No jornal i de 12-12-2023, a propósito do livro “As botas de Mussolini”, de Gonçalo M. Tavares, João Oliveira Duarte afirma que o passado da Humanidade é uma catástrofe permanente, e que isto torna impossível qualquer história. De facto, quando os historiadores tentam explicar os acontecimentos passados, supondo que estes acontecimentos resultam das vontades de alguns homens, estão condenados a falhar. Além disso a explicação é sempre afectada pelas simpatias e antipatias de quem as dá. Putin dá uma explicação da invasão da Ucrânia (não sei se ele acredita na sua explicação absurda) e a maioria dos líderes ocidentais dá outra. A verdade é que a evolução de mundo é essencialmente inexplicável, porque não conhecemos todas as leis que a regem. Devido a este desconhecimento e à influência do acaso, a evolução do mundo é largamente imprevisível.

O secretário-geral das Nações Unidas, António Guterres, afirmou recentemente que 136 funcionários da organização foram mortos na Faixa de Gaza desde o início do conflito Israel-Hamas, “algo que nunca foi visto antes na história da ONU”. Foi também noticiado que morreram já 61 jornalistas naquele conflito. Daqui a alguns anos, quando recordarmos a guerra Israel-Hamas, iremos perguntar: “Como foi aquilo possível?”

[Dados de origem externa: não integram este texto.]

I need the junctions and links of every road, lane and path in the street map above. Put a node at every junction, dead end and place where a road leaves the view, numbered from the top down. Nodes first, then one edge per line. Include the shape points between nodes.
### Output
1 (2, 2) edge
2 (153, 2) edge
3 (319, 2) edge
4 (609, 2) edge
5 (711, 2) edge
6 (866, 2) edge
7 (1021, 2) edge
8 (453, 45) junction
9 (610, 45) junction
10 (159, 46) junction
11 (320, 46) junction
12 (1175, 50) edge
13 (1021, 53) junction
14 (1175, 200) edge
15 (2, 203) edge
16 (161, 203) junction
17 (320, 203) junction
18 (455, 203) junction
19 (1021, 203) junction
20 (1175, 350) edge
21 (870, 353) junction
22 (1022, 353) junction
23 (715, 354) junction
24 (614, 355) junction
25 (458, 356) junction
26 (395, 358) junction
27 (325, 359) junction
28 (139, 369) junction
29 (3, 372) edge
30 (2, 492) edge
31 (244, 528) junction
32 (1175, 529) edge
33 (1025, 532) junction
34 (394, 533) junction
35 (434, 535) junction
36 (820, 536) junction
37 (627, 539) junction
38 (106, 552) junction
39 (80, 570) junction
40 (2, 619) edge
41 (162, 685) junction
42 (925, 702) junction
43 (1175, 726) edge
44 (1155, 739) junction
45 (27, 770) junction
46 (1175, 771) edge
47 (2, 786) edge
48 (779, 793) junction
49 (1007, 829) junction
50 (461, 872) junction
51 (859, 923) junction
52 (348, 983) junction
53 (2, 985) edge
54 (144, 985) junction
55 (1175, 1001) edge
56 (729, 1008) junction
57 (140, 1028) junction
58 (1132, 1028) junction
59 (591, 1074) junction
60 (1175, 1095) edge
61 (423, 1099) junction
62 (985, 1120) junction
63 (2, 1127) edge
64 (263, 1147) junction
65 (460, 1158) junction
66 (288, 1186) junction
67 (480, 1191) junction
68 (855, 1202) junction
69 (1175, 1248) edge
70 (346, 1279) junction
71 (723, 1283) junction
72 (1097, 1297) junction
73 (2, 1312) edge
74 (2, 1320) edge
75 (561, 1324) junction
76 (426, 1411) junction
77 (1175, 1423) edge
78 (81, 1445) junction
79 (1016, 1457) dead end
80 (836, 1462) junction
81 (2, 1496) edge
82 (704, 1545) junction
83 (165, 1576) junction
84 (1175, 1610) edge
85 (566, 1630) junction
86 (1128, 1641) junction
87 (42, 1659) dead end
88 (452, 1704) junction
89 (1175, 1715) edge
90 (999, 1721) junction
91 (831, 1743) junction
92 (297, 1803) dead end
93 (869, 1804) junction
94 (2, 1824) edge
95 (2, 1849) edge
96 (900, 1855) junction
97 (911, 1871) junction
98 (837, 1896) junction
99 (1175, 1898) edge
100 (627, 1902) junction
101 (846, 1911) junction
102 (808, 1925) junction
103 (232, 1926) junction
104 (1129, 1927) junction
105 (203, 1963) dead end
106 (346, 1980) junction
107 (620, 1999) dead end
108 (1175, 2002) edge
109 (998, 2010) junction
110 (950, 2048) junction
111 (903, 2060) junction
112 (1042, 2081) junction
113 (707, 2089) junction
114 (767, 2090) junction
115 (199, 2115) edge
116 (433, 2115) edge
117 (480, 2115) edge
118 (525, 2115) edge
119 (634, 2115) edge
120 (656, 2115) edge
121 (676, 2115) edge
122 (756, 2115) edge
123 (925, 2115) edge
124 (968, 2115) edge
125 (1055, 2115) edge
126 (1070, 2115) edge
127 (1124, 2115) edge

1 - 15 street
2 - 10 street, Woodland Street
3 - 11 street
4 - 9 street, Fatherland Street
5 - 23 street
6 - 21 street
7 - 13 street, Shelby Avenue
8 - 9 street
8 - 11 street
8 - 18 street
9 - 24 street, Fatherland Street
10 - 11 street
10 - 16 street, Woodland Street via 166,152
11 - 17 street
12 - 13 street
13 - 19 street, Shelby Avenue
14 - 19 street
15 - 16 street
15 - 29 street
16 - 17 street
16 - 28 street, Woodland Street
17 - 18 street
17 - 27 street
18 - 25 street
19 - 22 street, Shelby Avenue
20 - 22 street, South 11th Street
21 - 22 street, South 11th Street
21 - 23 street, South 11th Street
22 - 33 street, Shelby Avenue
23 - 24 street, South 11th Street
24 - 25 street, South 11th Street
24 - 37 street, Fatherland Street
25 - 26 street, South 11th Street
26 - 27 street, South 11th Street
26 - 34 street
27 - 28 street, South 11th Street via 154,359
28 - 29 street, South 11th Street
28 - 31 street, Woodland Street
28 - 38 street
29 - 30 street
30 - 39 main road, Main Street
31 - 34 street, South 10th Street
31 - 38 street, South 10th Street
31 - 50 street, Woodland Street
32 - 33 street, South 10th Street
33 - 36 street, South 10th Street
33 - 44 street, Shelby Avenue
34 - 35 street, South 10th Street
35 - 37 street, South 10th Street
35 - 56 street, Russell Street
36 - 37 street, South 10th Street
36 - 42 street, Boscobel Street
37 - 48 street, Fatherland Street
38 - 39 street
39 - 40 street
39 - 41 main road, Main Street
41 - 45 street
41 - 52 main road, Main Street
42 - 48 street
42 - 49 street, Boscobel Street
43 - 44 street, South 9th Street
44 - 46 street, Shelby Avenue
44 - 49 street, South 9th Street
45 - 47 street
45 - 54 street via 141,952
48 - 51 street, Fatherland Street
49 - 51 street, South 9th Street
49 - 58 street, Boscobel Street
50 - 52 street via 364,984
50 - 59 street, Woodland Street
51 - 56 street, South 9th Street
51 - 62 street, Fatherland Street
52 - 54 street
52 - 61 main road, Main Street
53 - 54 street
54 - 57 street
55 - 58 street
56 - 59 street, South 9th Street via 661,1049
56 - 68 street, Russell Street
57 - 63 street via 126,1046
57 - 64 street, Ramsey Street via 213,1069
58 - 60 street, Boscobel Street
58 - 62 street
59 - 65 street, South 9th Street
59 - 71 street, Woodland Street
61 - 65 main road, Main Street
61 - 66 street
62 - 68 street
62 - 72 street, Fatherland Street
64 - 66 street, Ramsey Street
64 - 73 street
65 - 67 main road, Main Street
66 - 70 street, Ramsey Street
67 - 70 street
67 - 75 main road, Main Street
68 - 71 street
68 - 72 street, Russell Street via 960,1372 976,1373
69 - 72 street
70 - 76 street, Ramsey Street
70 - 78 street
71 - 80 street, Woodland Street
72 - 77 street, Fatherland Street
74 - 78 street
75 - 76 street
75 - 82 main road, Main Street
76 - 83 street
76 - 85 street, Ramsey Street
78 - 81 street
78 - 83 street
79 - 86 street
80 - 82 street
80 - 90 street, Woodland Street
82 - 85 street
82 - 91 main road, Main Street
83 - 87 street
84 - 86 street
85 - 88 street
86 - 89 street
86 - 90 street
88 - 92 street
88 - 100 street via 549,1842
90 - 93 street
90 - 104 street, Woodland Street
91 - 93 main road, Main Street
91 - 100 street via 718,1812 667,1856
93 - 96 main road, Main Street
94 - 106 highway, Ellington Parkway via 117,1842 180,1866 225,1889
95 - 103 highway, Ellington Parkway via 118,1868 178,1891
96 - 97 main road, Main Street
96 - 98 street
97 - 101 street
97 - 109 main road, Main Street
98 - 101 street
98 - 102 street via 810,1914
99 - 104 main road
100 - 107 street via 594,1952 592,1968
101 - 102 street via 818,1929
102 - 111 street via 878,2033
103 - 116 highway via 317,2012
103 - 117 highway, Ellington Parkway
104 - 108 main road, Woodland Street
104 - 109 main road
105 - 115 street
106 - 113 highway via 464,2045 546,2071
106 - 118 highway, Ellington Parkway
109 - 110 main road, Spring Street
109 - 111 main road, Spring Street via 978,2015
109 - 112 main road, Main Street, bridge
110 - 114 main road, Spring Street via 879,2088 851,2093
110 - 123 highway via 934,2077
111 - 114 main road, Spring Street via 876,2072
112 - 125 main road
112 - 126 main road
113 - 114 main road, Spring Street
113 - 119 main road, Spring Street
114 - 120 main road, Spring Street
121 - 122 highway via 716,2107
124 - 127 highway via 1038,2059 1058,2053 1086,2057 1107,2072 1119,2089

Desde 2008, nos conflitos israelo-palestinianos foram mortos cerca de 18600 palestinianos e cerca de 1500 israelitas (ver na Internet o artigo “Charts show a stark difference in the human cost of Israeli-Palestinian conflicts over the years” do CNBC). Em face destes números, o conceito de dignidade humana parece ser mais um equívoco.